§ **WHAT IS BEING ASKED**
Could you retype every line below exactly, omitting the images?

§ **INPUT DATA**
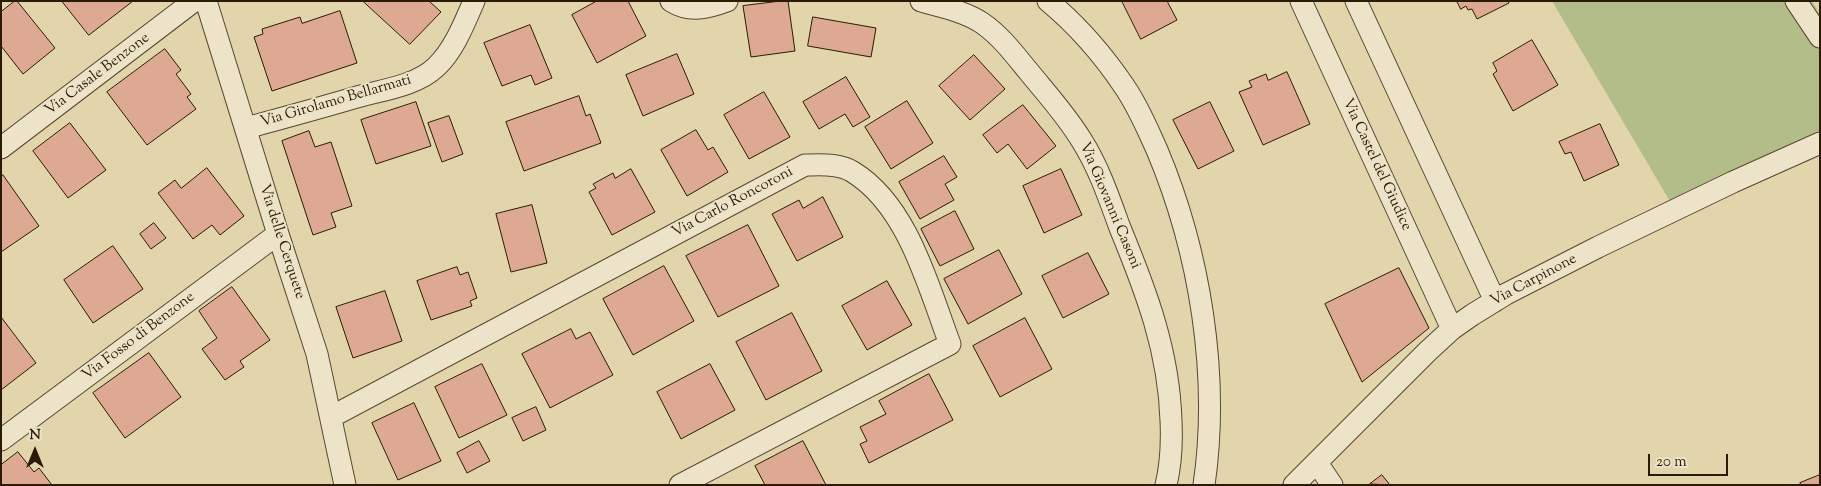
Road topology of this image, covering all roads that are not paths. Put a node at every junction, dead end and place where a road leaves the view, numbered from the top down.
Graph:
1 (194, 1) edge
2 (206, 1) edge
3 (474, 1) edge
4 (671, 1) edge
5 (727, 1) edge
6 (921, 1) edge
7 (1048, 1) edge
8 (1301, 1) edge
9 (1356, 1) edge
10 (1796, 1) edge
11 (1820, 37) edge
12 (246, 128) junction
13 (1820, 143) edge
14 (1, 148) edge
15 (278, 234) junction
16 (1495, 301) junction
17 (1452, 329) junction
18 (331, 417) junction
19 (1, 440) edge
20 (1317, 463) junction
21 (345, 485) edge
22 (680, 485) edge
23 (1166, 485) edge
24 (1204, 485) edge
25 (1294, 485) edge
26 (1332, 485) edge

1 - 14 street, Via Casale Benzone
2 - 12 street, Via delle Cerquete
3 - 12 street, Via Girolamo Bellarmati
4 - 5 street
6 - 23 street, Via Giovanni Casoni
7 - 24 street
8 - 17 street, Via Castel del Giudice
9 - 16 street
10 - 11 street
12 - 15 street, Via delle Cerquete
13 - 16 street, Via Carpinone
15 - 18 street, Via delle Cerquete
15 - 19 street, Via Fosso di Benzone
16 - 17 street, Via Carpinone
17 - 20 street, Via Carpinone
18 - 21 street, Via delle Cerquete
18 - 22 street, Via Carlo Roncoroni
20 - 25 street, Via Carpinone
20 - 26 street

§ **EXERCISE SOLUTION**
Road topology of this image, covering all roads that are not paths. Put a node at every junction, dead end and place where a road leaves the view, numbered from the top down.
Graph:
1 (194, 1) edge
2 (206, 1) edge
3 (474, 1) edge
4 (671, 1) edge
5 (727, 1) edge
6 (921, 1) edge
7 (1048, 1) edge
8 (1301, 1) edge
9 (1356, 1) edge
10 (1796, 1) edge
11 (1820, 37) edge
12 (246, 128) junction
13 (1820, 143) edge
14 (1, 148) edge
15 (278, 234) junction
16 (1495, 301) junction
17 (1452, 329) junction
18 (331, 417) junction
19 (1, 440) edge
20 (1317, 463) junction
21 (345, 485) edge
22 (680, 485) edge
23 (1166, 485) edge
24 (1204, 485) edge
25 (1294, 485) edge
26 (1332, 485) edge

1 - 14 street, Via Casale Benzone
2 - 12 street, Via delle Cerquete
3 - 12 street, Via Girolamo Bellarmati
4 - 5 street
6 - 23 street, Via Giovanni Casoni
7 - 24 street
8 - 17 street, Via Castel del Giudice
9 - 16 street
10 - 11 street
12 - 15 street, Via delle Cerquete
13 - 16 street, Via Carpinone
15 - 18 street, Via delle Cerquete
15 - 19 street, Via Fosso di Benzone
16 - 17 street, Via Carpinone
17 - 20 street, Via Carpinone
18 - 21 street, Via delle Cerquete
18 - 22 street, Via Carlo Roncoroni
20 - 25 street, Via Carpinone
20 - 26 street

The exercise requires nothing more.